Coolant temp runs hot ALL THE SUDDEN! (1 Viewer)

This site may earn a commission from merchant affiliate
links, including eBay, Amazon, Skimlinks, and others.

If I remember it’s fiber.
That's good news. I recall doing a t-stat swap along with cooling system maintenance, and the circular gasket was basically heat-glued to the upper half of the housing and it had disintegrated such that there was rubber scum floating at the radiator cap. Several coolant flushes later (and a fiber gasket) all's well.
 
Maybe running the engine without a thermostat for a few days after changing coolant would purge the air much faster. I don’t know though. Never tried it.
Would one not re-introduce air into the cooling system when re-installing the thermostat?
 
Would air in the system gradually raise the temp sensor or would it spike?
 
Would air in the system gradually raise the temp sensor or would it spike?


this topic has not been discussed yet , you have replaced everything in your system in recent time window of or before it's expected life cycle would be over , so lets

conclude for a moment this is your issue because its over 30 years old and original ?


u can FSM step by step it , or take the path of both a guarantee and least resistance ........

- and to be krystal klear if your quickie-jack flash fast , and your RED cap is on tight , and land Cruiser cool engine first thing in morning ( T-STAT Closed up tite )


NO
coolant draining is necessary........ :cool:





1652951048985.png



1652951223676.png
 
The 2F temperature sender is oriented vertically which traps an air pocket around it. If there’s any frothing going on inside the cooling system from the water pump chewing up bubbles, those micro bubbles will migrate everywhere in the cooling system and coalesce in trapped pockets. The space around the temperature sender is one of those pockets.
When enough air finds its way around the gap surrounding the sensor, as new micro bubbles join in, the sensor ends up being completely out of the coolant. It’s not touching coolant at all. It’s dry.
At that point the sensor is then measuring the temperature through its threads screwed into the adapter fitting screwed into the head. It’s measuring the actual cast iron temperature, not the temperature of the coolant which is always cooler.

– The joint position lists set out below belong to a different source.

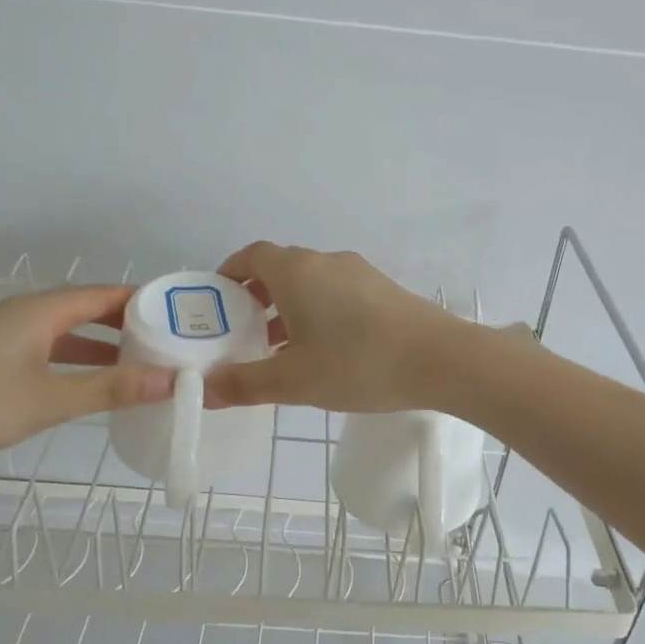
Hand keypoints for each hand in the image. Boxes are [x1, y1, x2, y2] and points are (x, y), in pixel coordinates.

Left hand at [0, 286, 173, 465]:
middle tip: (166, 342)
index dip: (142, 300)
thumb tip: (172, 380)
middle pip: (84, 308)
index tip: (179, 314)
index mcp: (39, 310)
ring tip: (136, 363)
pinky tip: (84, 382)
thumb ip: (111, 389)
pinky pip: (44, 347)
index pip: (103, 293)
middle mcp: (22, 313)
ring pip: (63, 331)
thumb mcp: (50, 399)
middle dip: (125, 323)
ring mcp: (1, 334)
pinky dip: (73, 359)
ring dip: (99, 344)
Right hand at [204, 243, 464, 411]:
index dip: (229, 273)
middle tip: (244, 332)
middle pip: (281, 268)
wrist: (440, 359)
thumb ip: (245, 383)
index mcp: (296, 271)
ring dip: (290, 308)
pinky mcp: (384, 289)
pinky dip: (319, 312)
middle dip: (257, 296)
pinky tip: (326, 351)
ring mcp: (360, 272)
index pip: (251, 255)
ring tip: (281, 349)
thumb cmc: (357, 364)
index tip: (218, 300)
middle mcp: (326, 261)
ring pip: (312, 282)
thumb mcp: (293, 381)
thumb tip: (204, 388)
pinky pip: (338, 293)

The 3F engine fixed this problem by having the temperature sender installed sideways in the thermostat housing. It doesn’t trap air and measures the same temperature the thermostat gets.

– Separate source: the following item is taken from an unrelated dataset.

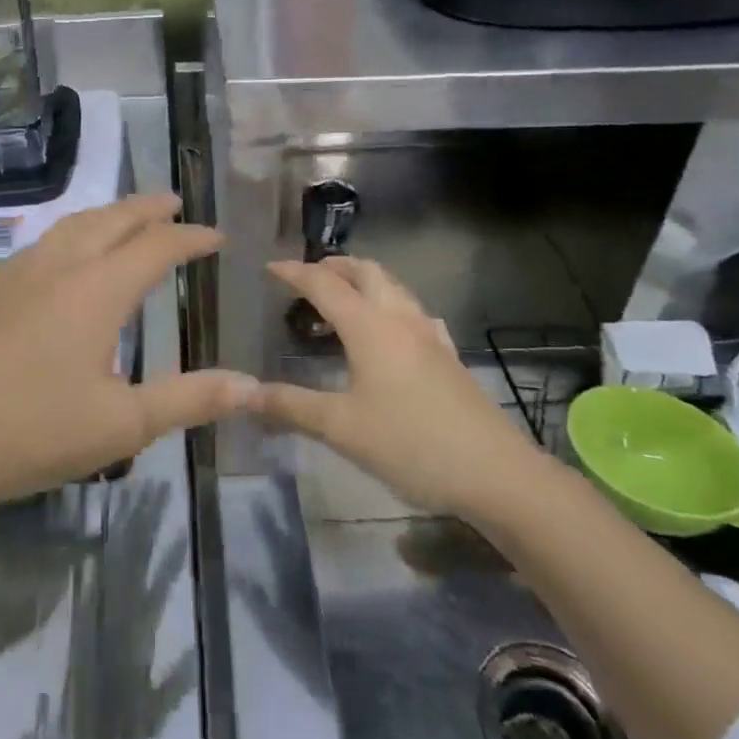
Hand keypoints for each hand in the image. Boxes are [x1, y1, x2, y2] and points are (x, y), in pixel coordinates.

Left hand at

If the thermostat housing cap is removed on a full system, only an air bubble will form on the top half of the housing when it’s sealed back up. This area will purge directly to the radiator even in a cold engine, so none of that air should get sucked back into the water pump (I think)
 
Ok I think OSS was right I think I still had some bubbles in the system. Free way driving with the heat on and rear heat on. The temp stayed rock steady in the middle. so Hopefully that was the end of that.